Construction of the 8-foot-tall fence began in June and ended in July. The fence cost roughly $145,000, according to John Gavin, chief policy adviser of The City’s Real Estate Division, which manages the hub.
Ivy Lee, a legislative aide for Supervisor Jane Kim who oversees the district in which the hub is located, said that since the fence went up over the summer, the number of complaints about loitering made to Kim’s office “have really gone down.”
But the fence has also remained locked, effectively shutting out all residents wishing to use the plaza.
“The present situation is ridiculous. It’s locked up [and] it’s useless,” said Mission District resident Eddie Stiel. “It’s an empty space that cost millions of dollars. It was better off when it was a dead-end street.”
Gavin said the original plan was to lock the fence at night and keep the hub accessible to the public during daytime hours, but the fence’s construction has presented a new challenge by triggering an Americans with Disabilities Act egress requirement.
“It was not in compliance with the ADA requirement for the landing of a wheelchair,” Gavin told the San Francisco Examiner, adding that an ADA curb ramp needed to be installed due to the “steep grade of the sidewalk.”

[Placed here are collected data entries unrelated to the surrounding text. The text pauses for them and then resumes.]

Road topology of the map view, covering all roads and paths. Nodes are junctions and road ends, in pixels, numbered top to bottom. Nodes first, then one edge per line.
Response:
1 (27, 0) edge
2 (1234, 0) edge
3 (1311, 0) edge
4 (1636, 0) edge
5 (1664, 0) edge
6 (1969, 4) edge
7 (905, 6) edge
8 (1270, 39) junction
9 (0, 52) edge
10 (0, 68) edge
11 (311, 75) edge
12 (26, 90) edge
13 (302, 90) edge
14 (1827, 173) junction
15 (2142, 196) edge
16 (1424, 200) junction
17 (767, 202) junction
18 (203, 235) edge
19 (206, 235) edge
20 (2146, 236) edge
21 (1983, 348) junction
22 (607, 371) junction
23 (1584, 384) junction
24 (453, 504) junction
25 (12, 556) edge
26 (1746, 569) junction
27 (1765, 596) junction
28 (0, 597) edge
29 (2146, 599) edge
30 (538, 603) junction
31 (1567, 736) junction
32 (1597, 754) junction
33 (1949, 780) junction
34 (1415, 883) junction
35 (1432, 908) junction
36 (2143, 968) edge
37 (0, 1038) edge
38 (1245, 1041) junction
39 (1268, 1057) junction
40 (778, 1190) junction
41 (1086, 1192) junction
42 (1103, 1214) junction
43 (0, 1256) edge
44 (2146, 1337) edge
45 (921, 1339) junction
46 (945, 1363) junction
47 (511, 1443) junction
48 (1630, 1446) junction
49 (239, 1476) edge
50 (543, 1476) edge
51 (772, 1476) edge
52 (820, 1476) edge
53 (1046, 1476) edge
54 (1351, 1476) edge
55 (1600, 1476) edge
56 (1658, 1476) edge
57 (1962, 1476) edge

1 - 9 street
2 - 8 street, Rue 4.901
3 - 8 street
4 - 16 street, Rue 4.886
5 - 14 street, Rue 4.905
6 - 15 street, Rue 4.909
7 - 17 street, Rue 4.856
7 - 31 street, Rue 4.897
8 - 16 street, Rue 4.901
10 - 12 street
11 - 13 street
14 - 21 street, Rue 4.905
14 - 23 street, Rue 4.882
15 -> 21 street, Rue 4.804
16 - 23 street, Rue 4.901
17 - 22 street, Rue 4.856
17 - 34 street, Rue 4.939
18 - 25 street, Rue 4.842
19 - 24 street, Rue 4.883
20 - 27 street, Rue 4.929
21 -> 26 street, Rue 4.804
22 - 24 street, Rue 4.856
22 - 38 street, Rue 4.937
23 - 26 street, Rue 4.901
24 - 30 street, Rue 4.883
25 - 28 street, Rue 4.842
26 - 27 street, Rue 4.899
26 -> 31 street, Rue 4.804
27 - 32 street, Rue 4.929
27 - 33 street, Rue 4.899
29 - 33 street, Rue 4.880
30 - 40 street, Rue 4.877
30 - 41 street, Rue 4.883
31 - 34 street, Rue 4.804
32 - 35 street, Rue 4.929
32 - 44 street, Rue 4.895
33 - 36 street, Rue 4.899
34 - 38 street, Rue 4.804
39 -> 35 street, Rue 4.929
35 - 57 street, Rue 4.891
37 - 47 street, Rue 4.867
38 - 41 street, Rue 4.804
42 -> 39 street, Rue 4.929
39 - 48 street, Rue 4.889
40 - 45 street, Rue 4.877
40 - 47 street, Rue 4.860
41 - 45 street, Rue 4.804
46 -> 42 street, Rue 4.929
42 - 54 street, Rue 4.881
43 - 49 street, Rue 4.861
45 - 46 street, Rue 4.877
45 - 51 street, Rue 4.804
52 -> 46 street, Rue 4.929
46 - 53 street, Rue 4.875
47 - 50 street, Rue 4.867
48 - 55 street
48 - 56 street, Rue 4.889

The ADA ramp installation is expected to cost some $45,000, said Gavin, though he did not specify when that would be completed. The hub is legally required to remain closed until the ramp is installed, he said.
Plans to build a fence around the hub date back to 2015, and plans to activate the plaza have been on the table even longer. As a centerpiece of the South of Market West Improvements Project, McCoppin Hub was revamped in 2014 from a dead-end street to a multi-purpose plaza and briefly hosted food trucks from Off The Grid and the occasional movie night.
But the plaza’s location did not make it conducive for business, and its layout was difficult for the food trucks to maneuver, which quickly disappeared. Not long after, neighbors’ complaints of alleged drug use and loitering at the plaza began trickling into City Hall.
The hub was first closed off with a temporary fence that was installed in February.
The fact that the plaza is still closed has angered some who deemed the fence construction as a costly anti-homeless measure and feared a permanent loss of the public space.
“It’s a [small] piece of land but indicative of The City’s approach to poverty and the homeless — lock them out,” Stiel said.
Kim said her office is working to reopen the plaza “as quickly as possible.” She told the Examiner she plans to hold a community meeting in “the new year on how to activate the hub in a way that makes the community feel positive about reopening it.”
Lee, Kim’s aide, said the most popular idea floated by community members so far has been for a community garden.
“No matter what the use [of the hub], the key is that the residents have to own the space,” Lee said.